The manuscript by G. Viroli and co-authors aims to present the new adolescent idiopathic scoliosis classification with a treatment-oriented guideline for adult patients.

The authors present interesting approach to classify and treat the AAIS, the impression about the manuscript is mostly positive and I advise to make corrections in order to improve the article quality and clearance.

Thank you for your constructive feedback. We appreciate your positive impression of our work and agree that several corrections will improve its quality and clarity. We have carefully considered your main points and will revise the manuscript accordingly.

 

My main points are the following:

  1. Please provide the inclusion/exclusion criteria for your study.

We agree that the inclusion and exclusion criteria should be explicitly stated. We revised the Materials and Methods" section to clarify that (lines 68-80).

 

 

 

  1. What are the limitations and perspectives of your study? Please mention what limitations you faced with and mark for solving in further investigation of your project? Please also discuss how it can potentially help in future research and, (what is more important) how it can affect the clinical way of surgical treatment.

 

We addressed this crucial point in a new, expanded "Limitations" section (450-474). We recognize that the primary limitation is the non-experimental, descriptive nature of the work. However, the paper's main perspective is to provide a conceptual foundation that can guide future research. The proposed classification system allows for the identification of homogeneous patient subgroups, which will facilitate more targeted future clinical studies and statistical analyses. In a clinical setting, this framework provides surgeons with a pragmatic, treatment-oriented guide to improve surgical planning and decision-making for a highly diverse patient population. In particular future study that will focus on the prediction capability of the classification and on its inter and intraobserver reliability.

 

 

 

  1. The literature list contains a lot of old sources and I believe the authors should update it with new literature.
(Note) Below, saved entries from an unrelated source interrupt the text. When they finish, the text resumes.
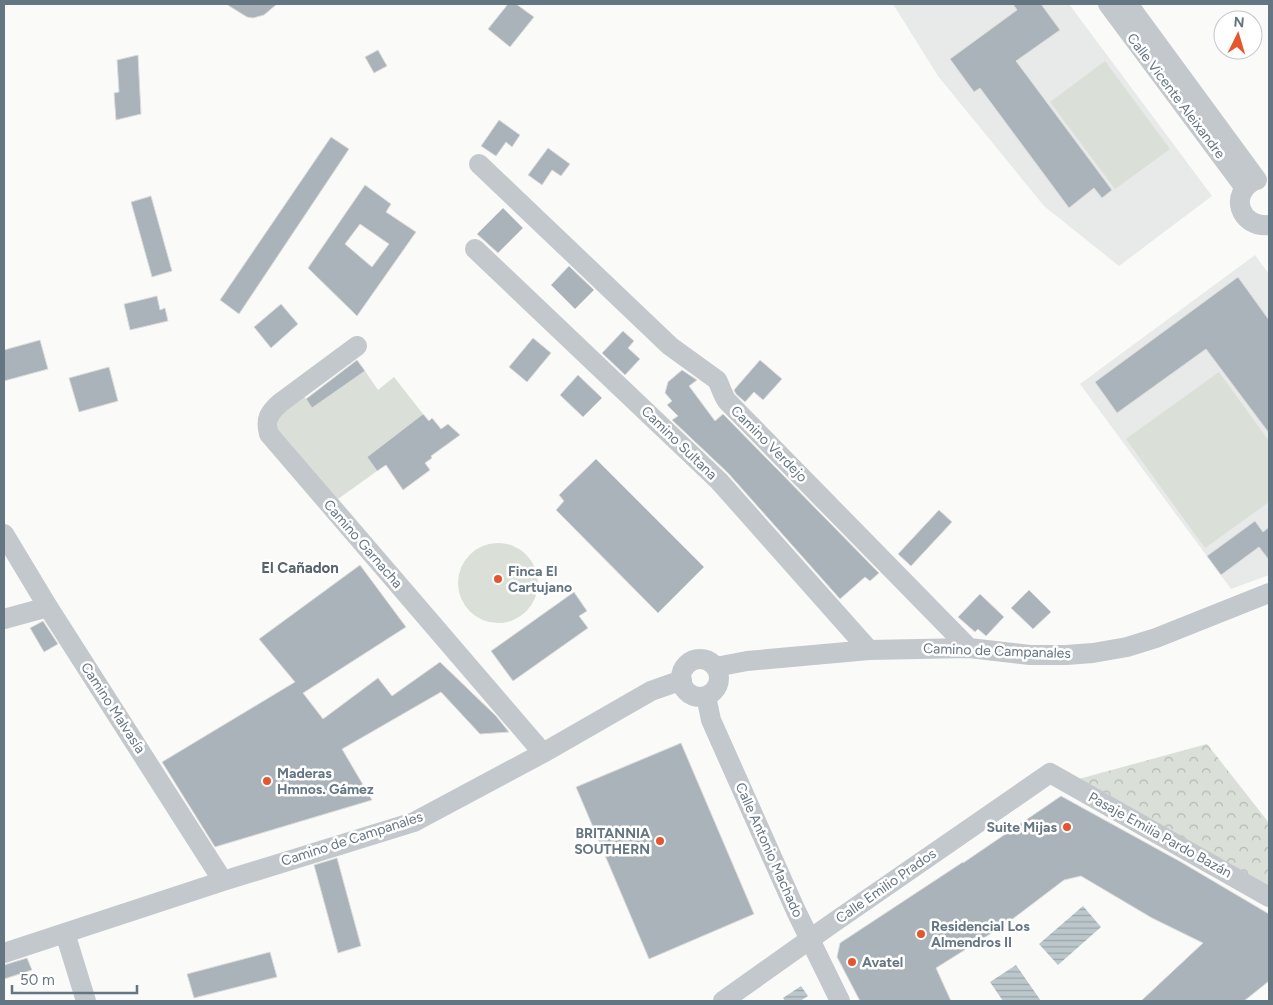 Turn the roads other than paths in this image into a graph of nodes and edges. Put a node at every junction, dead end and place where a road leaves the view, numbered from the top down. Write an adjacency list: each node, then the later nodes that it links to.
1 (1108, 4): 4 (street, Calle Vicente Aleixandre)
2 (1128, 4): 4 (street)
3 (479, 164): 12 (street, Camino Verdejo)
4 (1257, 182): 5 (street)
5 (1269, 225)
6 (475, 249): 13 (street, Camino Sultana)
7 (357, 346): 17 (street, Camino Garnacha)
8 (4, 534): 10 (street, Camino Malvasía)
9 (1269, 593): 12 (street, Camino de Campanales)
10 (48, 607): 11 (street); 19 (street, Camino Malvasía)
11 (4, 619)
12 (970, 648): 13 (street, Camino de Campanales)
13 (869, 650): 14 (street, Camino de Campanales)
14 (716, 667): 15 (street); 16 (street)
15 (682, 680): 16 (street); 17 (street, Camino de Campanales)
16 (706, 696): 22 (street, Calle Antonio Machado)
17 (542, 753): 19 (street, Camino de Campanales)
18 (1050, 773): 20 (street, Pasaje Emilia Pardo Bazán); 22 (street, Calle Emilio Prados)
19 (224, 881): 21 (street, Camino de Campanales)
20 (1269, 897)
21 (65, 933): 23 (street, Camino de Campanales); 24 (street)
22 (810, 939): 25 (street, Calle Emilio Prados); 26 (street, Calle Antonio Machado)
23 (4, 953)
24 (86, 1001)
25 (724, 1001)
26 (840, 1001)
We appreciated this suggestion. We conducted a comprehensive review of the current literature and updated our reference list with more recent and relevant sources (416-444). This strengthened the scientific foundation of our manuscript and ensured that our proposed classification is well-supported by the latest findings in the field.

 

  1. The materials and methods section is very small. You don’t mention how much of cases you analyzed, how much of them were included and how much were excluded in accordance with inclusion/exclusion criteria that are also need to be mentioned. You don’t describe if you have made any statistical analysis or any other work with the data. Also, I expect to see how much patients were of each age and sex. Please enlarge this section with important data that is required for proper application of the results that you show in your work. This will support your claims and make the results to be more informative.
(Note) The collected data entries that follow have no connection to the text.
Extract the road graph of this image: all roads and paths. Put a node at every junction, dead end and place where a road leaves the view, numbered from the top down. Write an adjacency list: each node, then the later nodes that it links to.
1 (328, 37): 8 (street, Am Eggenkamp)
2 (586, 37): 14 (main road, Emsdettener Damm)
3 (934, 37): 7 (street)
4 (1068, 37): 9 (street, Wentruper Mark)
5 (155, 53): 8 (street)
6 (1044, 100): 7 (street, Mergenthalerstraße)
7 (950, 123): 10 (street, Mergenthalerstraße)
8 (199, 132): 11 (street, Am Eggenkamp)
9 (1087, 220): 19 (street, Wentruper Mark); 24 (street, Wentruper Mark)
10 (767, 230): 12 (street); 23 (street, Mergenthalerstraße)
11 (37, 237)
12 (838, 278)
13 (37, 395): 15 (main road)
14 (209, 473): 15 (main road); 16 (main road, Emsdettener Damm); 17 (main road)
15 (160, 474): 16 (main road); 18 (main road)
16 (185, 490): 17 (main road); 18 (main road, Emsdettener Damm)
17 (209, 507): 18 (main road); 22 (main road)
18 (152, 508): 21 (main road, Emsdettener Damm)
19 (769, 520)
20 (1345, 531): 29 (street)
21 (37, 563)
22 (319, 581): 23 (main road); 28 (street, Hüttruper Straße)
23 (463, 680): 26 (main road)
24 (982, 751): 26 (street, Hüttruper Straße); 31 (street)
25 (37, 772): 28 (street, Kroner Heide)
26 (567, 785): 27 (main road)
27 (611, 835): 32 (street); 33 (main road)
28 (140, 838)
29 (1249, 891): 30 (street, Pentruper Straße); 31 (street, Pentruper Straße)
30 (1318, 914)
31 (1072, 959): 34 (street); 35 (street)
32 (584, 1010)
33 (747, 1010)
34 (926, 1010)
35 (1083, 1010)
We agree that the "Materials and Methods" section needed to be more descriptive. While our work does not include a formal statistical analysis, we expanded this section to provide more detailed information about the case series. We specified the number of cases retrospectively analyzed and provided key demographic data, such as the age and sex distribution of the patients, to support our claims and make the results more informative (lines 68-80).

Round 2

Reviewer 1 Report

Comments and Suggestions for Authors

no more comments. Thank you for reviewing this nice work

Reviewer 2 Report

Comments and Suggestions for Authors

The authors have thoroughly responded to my comments. I have no additional feedback.

Reviewer 3 Report

Comments and Suggestions for Authors

Thank you for your revision.

Reviewer 4 Report

Comments and Suggestions for Authors

The authors have applied all the corrections required and the manuscript in my opinion may be accepted for publication.